When Joni Mitchell told us that we are all stardust, I’m sure she meant the real kind – not the digital stardust you might find in your pocket. Even so, the stars are at your fingertips with Pocket Universe (http://www.craicdesign.com/) ($2.99). The app features more than 10,000 star objects and 88 constellations to peruse, next to the correct positions of all the planets. What if you’re looking for a specific star? The ‘Show Me’ option lets you start by pinpointing your location, pointing north and following your phone’s directions to find the location of the star. For amateur astronomers or just excitable lovebirds, stargazing is more fun when you know what you’re seeing!
Going off to college for the first time and don’t know how to decorate a tiny closet-looking room? Don’t bother with reading glossy magazines or asking around at IKEA. Instead, go straight to your phone to find the DesignYourDorm application. The app includes virtual 3D models of common dormitory room layouts, and it allows you to play around, adding desks, beds, and TVs to the room to see how everything fits – even collaborating with roommates on checklists. Of course, DesignYourDorm would like you to then purchase the items you’ll need for your teeny living space from their site. Still, the idea is a great one if it reduces the stress of moving into college for the first time (or the fifth time).
Platform: BlackBerry, iPhone
Heading back to school means running around nearly-constantly, and with all that rush it’s hard to sit down at a computer. The Amazon Mobile app allows you to do all your shopping on Amazon from your phone. It also has a feature called ‘Amazon Remembers’ that lets you snap a photo of something (it could be a chair, a book, or a particularly fetching shirt) and then searches Amazon for a similar product. In the textbook department, Amazon has lots of well-priced books, so you might find a much better deal that in your campus bookstore. A little warning: the app moves quickly and has access to all of the goods of Amazon.com, so be wary of the dangers of drinking and online shopping.

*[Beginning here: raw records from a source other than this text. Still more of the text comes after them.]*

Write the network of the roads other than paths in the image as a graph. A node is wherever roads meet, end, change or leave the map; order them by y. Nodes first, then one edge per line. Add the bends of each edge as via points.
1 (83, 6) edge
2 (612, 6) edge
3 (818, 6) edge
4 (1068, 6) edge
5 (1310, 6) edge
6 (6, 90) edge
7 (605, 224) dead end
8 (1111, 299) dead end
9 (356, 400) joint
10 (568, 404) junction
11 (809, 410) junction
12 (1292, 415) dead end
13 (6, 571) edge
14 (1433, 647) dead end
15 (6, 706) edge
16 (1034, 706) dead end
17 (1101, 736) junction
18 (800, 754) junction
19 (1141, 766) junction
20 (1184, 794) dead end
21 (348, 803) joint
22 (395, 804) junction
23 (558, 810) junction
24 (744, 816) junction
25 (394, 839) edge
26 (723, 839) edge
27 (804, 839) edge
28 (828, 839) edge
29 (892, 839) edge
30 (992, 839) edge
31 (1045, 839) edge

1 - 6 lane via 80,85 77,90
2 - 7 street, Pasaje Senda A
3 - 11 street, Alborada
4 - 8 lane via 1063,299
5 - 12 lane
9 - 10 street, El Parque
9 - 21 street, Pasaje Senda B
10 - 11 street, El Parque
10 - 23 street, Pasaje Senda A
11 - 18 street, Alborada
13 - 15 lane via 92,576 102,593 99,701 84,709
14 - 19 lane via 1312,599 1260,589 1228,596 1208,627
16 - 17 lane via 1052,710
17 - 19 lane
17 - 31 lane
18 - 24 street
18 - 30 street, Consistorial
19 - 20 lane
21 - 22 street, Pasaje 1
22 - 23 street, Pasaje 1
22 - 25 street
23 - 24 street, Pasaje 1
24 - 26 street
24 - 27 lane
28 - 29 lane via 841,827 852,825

If you’d rather not buy your textbooks at all, CourseSmart is a great option. The app offers subscription-based, notes-capable access to more than 7,000 textbooks online. While the application is free, you will need an internet connection and preexisting subscriptions to the textbooks – easy to get if you have friends who bought the book. Though it’s difficult to take substantial notes on such a tiny device, the CourseSmart app could be really useful to take to class instead of lugging around a back-breaking amount of books. Electronic textbooks let trees stay in the ground, the company says, instead of turning into quickly-obsolete tomes.

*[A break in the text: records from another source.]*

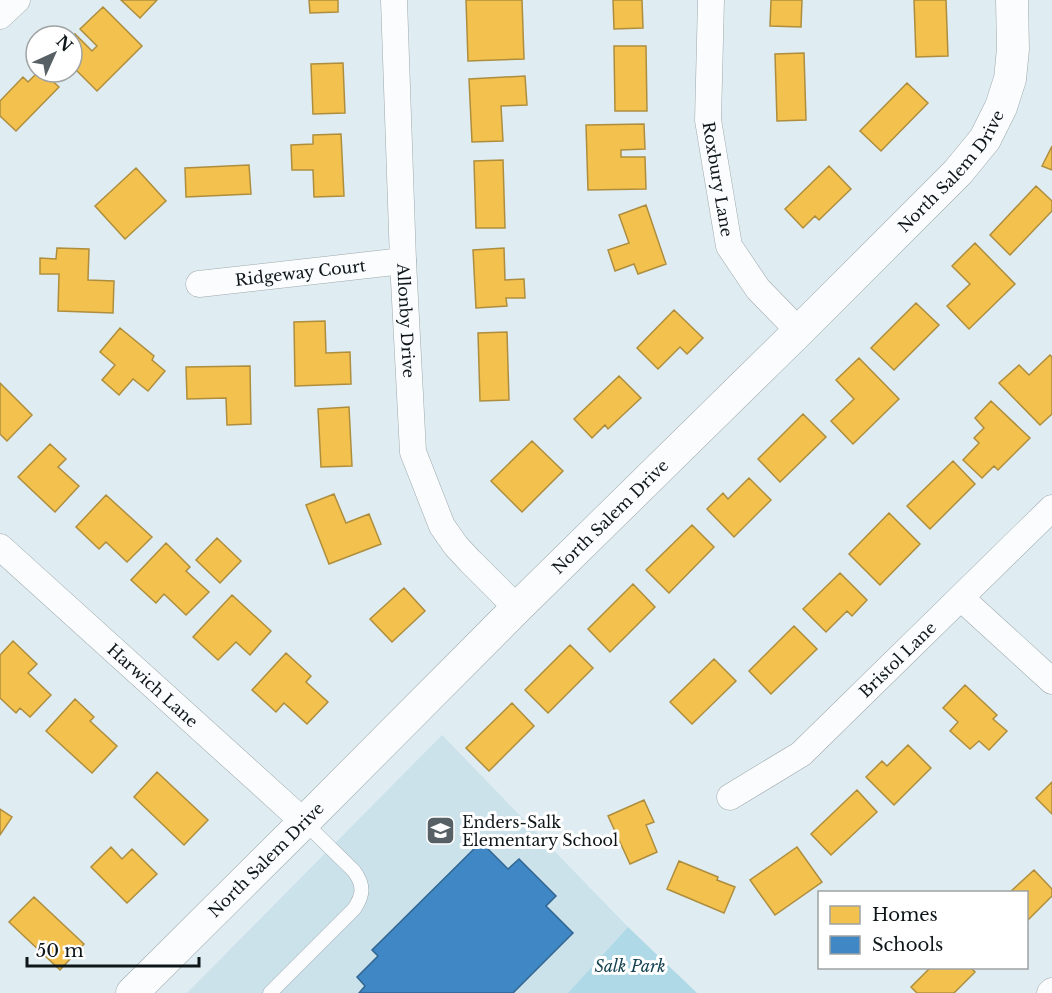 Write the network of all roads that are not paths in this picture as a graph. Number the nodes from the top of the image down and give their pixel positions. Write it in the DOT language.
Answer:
graph roads {
  1 [pos="17,0"];
  2 [pos="394,0"];
  3 [pos="711,0"];
  4 [pos="1012,0"];
  5 [pos="0,16"];
  6 [pos="403,261"];
  7 [pos="199,284"];
  8 [pos="799,331"];
  9 [pos="1052,508"];
  10 [pos="0,547"];
  11 [pos="961,598"];
  12 [pos="517,608"];
  13 [pos="1052,681"];
  14 [pos="730,797"];
  15 [pos="304,822"];
  16 [pos="132,993"];
  17 [pos="270,993"];
  1 -- 5 [label="street"];
  2 -- 6 [label="street, Allonby Drive"];
  3 -- 8 [label="street, Roxbury Lane"];
  4 -- 8 [label="street, North Salem Drive"];
  6 -- 7 [label="street, Ridgeway Court"];
  6 -- 12 [label="street, Allonby Drive"];
  8 -- 12 [label="street, North Salem Drive"];
  9 -- 11 [label="street, Bristol Lane"];
  10 -- 15 [label="street, Harwich Lane"];
  11 -- 13 [label="street"];
  11 -- 14 [label="street, Bristol Lane"];
  12 -- 15 [label="street, North Salem Drive"];
  15 -- 16 [label="street, North Salem Drive"];
  15 -- 17 [label="lane"];
}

ColorDict Universal Dictionary
ColorDict delivers some pretty cool word-power, in spite of its silly-sounding name. More than just a dictionary, ColorDict (Free) combines the functions of a thesaurus, dictionary, and language dictionary in one. You can even use it as a Bible dictionary, if you’re into that sort of thing. ColorDict works by accessing other online dictionaries to give you all the information you’d ever need to inform your word-choices. Additional dictionaries are being added all the time, so soon you may be able to use ColorDict to make up rhymes – in German!